§ AVAILABLE DATA:
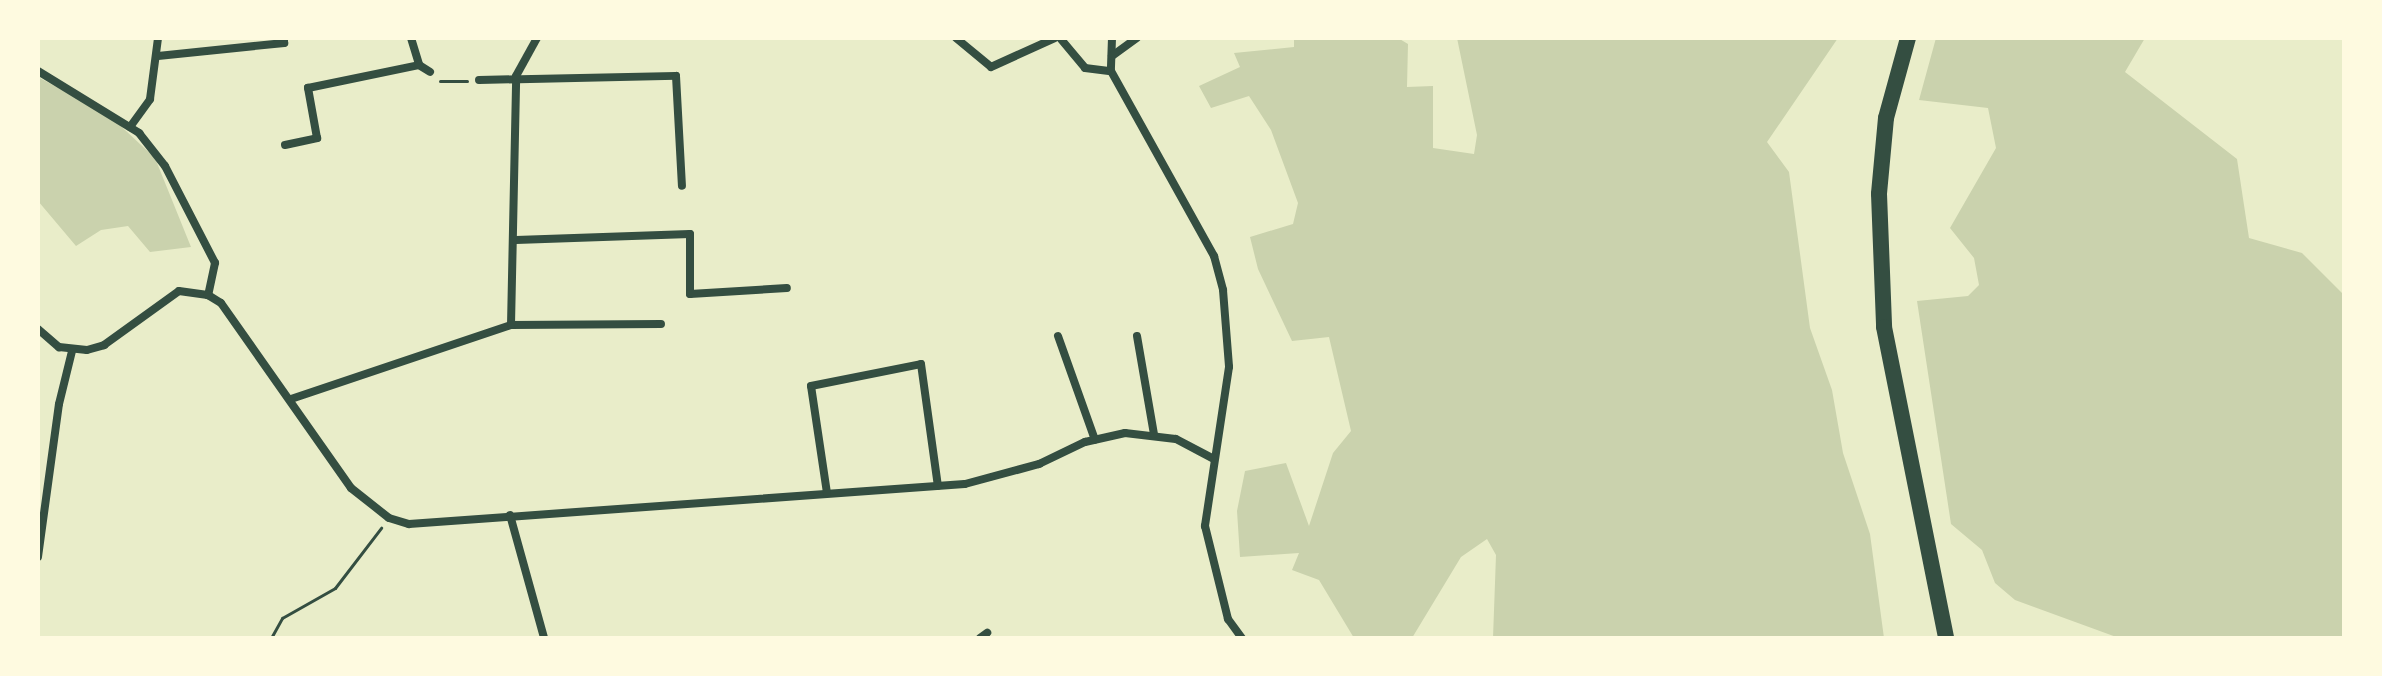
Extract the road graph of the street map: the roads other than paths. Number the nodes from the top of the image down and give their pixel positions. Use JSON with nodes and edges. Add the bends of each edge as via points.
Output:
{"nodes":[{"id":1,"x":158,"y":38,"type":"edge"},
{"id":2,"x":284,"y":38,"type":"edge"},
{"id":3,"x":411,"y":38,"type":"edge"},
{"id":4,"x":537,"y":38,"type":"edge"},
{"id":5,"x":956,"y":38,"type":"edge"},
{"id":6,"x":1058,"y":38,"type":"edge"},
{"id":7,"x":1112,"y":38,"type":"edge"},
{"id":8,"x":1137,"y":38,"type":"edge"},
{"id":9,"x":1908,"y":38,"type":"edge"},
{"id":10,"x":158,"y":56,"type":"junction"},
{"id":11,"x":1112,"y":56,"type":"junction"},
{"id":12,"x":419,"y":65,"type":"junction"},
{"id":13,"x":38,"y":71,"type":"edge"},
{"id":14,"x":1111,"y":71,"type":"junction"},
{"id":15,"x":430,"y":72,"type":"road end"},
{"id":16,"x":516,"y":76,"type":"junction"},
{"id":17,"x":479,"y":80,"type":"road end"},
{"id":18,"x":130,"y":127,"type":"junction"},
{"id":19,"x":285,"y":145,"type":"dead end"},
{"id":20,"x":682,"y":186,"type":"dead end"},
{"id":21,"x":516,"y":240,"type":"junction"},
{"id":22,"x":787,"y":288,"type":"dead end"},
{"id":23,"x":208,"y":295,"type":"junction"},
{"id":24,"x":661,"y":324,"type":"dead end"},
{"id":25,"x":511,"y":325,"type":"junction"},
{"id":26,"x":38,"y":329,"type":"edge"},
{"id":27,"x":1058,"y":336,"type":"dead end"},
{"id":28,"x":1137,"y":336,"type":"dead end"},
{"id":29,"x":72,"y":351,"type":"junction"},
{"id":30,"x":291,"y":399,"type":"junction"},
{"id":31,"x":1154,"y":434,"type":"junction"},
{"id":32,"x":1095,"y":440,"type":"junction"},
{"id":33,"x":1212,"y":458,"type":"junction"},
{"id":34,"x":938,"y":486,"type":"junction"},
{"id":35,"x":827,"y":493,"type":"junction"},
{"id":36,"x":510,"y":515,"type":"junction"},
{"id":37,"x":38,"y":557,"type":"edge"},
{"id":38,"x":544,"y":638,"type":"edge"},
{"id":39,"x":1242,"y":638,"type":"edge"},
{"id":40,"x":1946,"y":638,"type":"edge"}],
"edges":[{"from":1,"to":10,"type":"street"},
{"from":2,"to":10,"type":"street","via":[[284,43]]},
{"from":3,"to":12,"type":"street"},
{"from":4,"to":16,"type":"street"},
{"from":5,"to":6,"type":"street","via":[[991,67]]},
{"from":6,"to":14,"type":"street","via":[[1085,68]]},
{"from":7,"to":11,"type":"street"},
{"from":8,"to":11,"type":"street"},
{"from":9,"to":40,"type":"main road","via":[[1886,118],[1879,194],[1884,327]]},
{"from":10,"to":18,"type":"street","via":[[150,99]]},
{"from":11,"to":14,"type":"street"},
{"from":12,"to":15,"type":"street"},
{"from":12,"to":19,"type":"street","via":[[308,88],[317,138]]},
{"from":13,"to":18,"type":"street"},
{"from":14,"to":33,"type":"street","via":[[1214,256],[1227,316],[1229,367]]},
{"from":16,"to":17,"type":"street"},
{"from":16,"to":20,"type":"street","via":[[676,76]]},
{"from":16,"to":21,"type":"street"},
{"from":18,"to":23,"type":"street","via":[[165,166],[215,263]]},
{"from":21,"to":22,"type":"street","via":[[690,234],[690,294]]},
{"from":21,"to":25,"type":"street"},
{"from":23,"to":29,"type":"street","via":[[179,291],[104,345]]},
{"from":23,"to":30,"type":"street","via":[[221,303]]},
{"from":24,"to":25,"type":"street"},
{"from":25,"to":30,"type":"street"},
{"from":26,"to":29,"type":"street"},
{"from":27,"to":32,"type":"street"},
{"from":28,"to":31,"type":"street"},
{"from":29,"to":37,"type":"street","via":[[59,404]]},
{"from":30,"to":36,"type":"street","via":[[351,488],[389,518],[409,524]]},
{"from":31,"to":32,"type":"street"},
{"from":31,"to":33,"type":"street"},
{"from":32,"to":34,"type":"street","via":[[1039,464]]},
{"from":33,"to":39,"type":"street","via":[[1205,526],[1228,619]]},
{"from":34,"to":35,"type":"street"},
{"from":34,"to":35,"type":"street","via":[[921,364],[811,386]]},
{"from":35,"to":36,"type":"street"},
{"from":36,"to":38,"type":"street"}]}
==
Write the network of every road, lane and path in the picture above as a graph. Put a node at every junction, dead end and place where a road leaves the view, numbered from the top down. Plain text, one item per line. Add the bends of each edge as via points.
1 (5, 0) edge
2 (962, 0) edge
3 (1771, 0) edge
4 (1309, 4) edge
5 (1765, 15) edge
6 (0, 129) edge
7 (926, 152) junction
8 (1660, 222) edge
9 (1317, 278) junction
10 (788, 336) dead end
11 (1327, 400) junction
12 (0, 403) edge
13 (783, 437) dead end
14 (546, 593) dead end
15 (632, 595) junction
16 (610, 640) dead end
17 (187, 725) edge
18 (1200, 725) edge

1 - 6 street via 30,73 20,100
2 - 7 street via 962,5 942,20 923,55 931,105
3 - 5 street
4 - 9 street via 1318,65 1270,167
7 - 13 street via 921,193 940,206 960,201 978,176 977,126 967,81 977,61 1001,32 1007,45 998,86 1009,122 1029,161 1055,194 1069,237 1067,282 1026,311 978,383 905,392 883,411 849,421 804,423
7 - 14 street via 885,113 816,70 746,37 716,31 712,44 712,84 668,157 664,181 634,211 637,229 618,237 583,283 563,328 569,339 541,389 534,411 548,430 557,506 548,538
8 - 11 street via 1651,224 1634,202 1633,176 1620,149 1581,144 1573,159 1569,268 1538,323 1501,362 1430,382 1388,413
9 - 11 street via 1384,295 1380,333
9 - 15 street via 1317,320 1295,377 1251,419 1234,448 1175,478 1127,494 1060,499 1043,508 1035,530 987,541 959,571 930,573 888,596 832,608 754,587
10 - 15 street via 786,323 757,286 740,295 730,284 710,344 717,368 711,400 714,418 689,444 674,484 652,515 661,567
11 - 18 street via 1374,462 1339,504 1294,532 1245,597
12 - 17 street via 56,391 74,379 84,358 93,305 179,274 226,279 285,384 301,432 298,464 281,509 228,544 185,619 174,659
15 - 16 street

§ TASK DIRECTIONS: Return each line from the material that includes the string "edges".

§ SOLVED PROBLEM:
Extract the road graph of the street map: the roads other than paths. Number the nodes from the top of the image down and give their pixel positions. Use JSON with nodes and edges. Add the bends of each edge as via points.
"edges":[{"from":1,"to":10,"type":"street"},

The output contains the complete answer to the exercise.